From the line that contains "Digitize the connectivity" to the final line of the entries, return every line exactly and leave out all others.

# Source records
━━━━━━━━━━

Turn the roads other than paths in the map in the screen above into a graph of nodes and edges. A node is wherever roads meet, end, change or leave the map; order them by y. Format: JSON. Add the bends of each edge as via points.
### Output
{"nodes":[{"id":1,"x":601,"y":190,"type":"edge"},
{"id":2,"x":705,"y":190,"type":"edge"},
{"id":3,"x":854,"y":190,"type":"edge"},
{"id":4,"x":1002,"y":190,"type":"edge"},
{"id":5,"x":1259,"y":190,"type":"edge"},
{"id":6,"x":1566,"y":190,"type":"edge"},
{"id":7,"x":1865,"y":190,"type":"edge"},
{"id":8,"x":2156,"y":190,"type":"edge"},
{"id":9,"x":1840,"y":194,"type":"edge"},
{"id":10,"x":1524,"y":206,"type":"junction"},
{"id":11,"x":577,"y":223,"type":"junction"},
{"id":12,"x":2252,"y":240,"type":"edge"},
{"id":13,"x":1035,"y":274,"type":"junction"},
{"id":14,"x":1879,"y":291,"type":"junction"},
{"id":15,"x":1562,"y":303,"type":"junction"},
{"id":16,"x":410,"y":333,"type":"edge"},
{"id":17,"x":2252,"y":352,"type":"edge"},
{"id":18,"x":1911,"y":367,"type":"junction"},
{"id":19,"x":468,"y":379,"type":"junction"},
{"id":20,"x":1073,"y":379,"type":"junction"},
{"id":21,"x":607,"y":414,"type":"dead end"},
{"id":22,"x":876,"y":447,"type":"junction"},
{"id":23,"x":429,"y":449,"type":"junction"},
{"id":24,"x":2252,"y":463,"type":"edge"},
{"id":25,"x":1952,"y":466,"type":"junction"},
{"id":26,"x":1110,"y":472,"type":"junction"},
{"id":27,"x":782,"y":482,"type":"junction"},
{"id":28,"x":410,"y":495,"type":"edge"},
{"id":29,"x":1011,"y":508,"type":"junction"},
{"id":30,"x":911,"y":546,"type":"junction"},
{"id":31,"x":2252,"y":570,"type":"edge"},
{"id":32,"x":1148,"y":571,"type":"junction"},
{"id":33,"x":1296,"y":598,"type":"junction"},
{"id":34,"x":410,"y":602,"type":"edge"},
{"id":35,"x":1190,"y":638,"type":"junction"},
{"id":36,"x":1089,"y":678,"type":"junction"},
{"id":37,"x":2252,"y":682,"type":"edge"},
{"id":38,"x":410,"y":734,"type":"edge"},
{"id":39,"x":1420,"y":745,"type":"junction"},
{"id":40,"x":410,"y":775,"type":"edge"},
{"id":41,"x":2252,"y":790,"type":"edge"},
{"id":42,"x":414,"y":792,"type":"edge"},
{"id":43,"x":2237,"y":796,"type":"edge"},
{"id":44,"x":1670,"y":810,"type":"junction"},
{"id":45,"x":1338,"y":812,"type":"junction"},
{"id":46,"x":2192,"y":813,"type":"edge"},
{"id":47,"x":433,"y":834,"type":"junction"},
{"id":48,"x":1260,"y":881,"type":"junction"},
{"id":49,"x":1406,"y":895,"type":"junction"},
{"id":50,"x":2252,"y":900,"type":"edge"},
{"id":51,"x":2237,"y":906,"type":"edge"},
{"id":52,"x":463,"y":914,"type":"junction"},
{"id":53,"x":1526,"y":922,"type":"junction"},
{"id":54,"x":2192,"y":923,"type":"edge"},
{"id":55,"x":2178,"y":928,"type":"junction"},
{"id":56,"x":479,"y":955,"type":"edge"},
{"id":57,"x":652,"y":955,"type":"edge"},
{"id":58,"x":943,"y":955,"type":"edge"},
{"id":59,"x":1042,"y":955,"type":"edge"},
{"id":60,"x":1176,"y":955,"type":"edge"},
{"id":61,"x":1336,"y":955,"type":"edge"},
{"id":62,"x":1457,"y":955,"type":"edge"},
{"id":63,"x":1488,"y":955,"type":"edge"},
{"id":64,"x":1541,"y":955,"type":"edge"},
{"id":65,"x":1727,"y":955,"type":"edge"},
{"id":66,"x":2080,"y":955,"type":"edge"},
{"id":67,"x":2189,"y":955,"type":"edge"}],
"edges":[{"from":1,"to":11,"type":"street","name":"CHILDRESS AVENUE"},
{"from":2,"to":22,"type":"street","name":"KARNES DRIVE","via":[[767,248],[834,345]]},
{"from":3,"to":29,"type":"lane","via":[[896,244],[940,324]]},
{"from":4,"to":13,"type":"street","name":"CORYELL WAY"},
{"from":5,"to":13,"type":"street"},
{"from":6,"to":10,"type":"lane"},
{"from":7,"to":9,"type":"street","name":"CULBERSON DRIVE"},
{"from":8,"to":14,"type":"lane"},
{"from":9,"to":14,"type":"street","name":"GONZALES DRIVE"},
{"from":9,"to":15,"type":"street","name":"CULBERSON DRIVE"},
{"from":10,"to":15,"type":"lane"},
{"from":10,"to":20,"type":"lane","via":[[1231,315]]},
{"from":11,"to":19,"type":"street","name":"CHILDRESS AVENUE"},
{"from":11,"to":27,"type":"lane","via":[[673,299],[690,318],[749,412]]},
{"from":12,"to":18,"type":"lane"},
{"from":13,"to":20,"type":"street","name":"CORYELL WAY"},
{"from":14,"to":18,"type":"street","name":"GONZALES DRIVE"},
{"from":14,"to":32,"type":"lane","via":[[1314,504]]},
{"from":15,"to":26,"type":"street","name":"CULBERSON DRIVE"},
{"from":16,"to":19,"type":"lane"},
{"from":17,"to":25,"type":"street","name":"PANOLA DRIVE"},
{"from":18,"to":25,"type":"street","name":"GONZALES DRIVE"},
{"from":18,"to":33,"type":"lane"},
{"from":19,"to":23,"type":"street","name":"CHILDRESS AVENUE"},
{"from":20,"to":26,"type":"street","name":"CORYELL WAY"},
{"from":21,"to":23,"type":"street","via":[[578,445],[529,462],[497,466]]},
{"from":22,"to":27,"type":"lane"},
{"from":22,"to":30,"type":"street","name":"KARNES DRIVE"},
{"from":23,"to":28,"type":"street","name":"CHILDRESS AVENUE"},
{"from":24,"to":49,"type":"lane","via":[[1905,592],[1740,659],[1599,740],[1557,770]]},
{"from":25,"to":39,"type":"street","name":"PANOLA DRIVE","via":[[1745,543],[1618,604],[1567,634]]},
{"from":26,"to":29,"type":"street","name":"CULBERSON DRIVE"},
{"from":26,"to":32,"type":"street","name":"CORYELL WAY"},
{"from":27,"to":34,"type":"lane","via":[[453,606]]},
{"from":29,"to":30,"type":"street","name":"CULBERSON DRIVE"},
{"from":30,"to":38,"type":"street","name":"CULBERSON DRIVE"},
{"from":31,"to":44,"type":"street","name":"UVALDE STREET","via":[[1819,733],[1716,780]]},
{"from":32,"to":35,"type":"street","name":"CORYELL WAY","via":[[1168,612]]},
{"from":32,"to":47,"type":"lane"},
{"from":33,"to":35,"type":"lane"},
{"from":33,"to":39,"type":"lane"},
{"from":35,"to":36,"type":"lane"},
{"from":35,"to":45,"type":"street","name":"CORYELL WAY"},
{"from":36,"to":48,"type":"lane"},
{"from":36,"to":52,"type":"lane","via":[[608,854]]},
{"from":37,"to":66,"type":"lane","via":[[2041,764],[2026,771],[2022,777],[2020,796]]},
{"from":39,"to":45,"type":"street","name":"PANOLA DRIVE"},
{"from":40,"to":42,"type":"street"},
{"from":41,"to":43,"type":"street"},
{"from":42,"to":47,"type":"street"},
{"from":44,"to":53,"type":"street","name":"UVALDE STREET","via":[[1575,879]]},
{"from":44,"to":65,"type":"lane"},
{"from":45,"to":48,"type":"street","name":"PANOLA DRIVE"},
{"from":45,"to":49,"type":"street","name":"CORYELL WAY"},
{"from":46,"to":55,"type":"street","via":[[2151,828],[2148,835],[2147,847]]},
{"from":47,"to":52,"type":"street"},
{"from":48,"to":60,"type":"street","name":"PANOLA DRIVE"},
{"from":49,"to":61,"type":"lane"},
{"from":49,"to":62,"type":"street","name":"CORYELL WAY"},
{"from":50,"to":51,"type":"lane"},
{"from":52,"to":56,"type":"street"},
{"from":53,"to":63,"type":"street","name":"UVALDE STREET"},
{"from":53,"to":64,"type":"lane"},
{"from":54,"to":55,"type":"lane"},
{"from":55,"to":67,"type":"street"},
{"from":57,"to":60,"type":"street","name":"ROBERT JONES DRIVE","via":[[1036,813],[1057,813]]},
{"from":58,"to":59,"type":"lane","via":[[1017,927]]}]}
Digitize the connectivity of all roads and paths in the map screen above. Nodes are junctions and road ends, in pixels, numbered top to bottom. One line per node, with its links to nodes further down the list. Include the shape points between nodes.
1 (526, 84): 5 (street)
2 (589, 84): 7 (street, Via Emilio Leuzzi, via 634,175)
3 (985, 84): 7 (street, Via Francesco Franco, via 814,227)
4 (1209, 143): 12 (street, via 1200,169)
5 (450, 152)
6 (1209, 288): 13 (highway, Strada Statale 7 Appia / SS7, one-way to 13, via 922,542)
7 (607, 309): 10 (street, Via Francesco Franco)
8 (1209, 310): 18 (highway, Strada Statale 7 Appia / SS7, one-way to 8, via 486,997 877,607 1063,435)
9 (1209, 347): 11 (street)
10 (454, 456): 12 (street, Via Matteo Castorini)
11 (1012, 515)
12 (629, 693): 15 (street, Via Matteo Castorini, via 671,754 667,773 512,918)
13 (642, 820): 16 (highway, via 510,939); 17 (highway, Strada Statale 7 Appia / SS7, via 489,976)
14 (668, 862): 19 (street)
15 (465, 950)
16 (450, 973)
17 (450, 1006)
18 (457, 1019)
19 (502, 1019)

━━━━━━━━━━

# Response
Digitize the connectivity of all roads and paths in the map screen above. Nodes are junctions and road ends, in pixels, numbered top to bottom. One line per node, with its links to nodes further down the list. Include the shape points between nodes.
1 (526, 84): 5 (street)
2 (589, 84): 7 (street, Via Emilio Leuzzi, via 634,175)
3 (985, 84): 7 (street, Via Francesco Franco, via 814,227)
4 (1209, 143): 12 (street, via 1200,169)
5 (450, 152)
6 (1209, 288): 13 (highway, Strada Statale 7 Appia / SS7, one-way to 13, via 922,542)
7 (607, 309): 10 (street, Via Francesco Franco)
8 (1209, 310): 18 (highway, Strada Statale 7 Appia / SS7, one-way to 8, via 486,997 877,607 1063,435)
9 (1209, 347): 11 (street)
10 (454, 456): 12 (street, Via Matteo Castorini)
11 (1012, 515)
12 (629, 693): 15 (street, Via Matteo Castorini, via 671,754 667,773 512,918)
13 (642, 820): 16 (highway, via 510,939); 17 (highway, Strada Statale 7 Appia / SS7, via 489,976)
14 (668, 862): 19 (street)
15 (465, 950)
16 (450, 973)
17 (450, 1006)
18 (457, 1019)
19 (502, 1019)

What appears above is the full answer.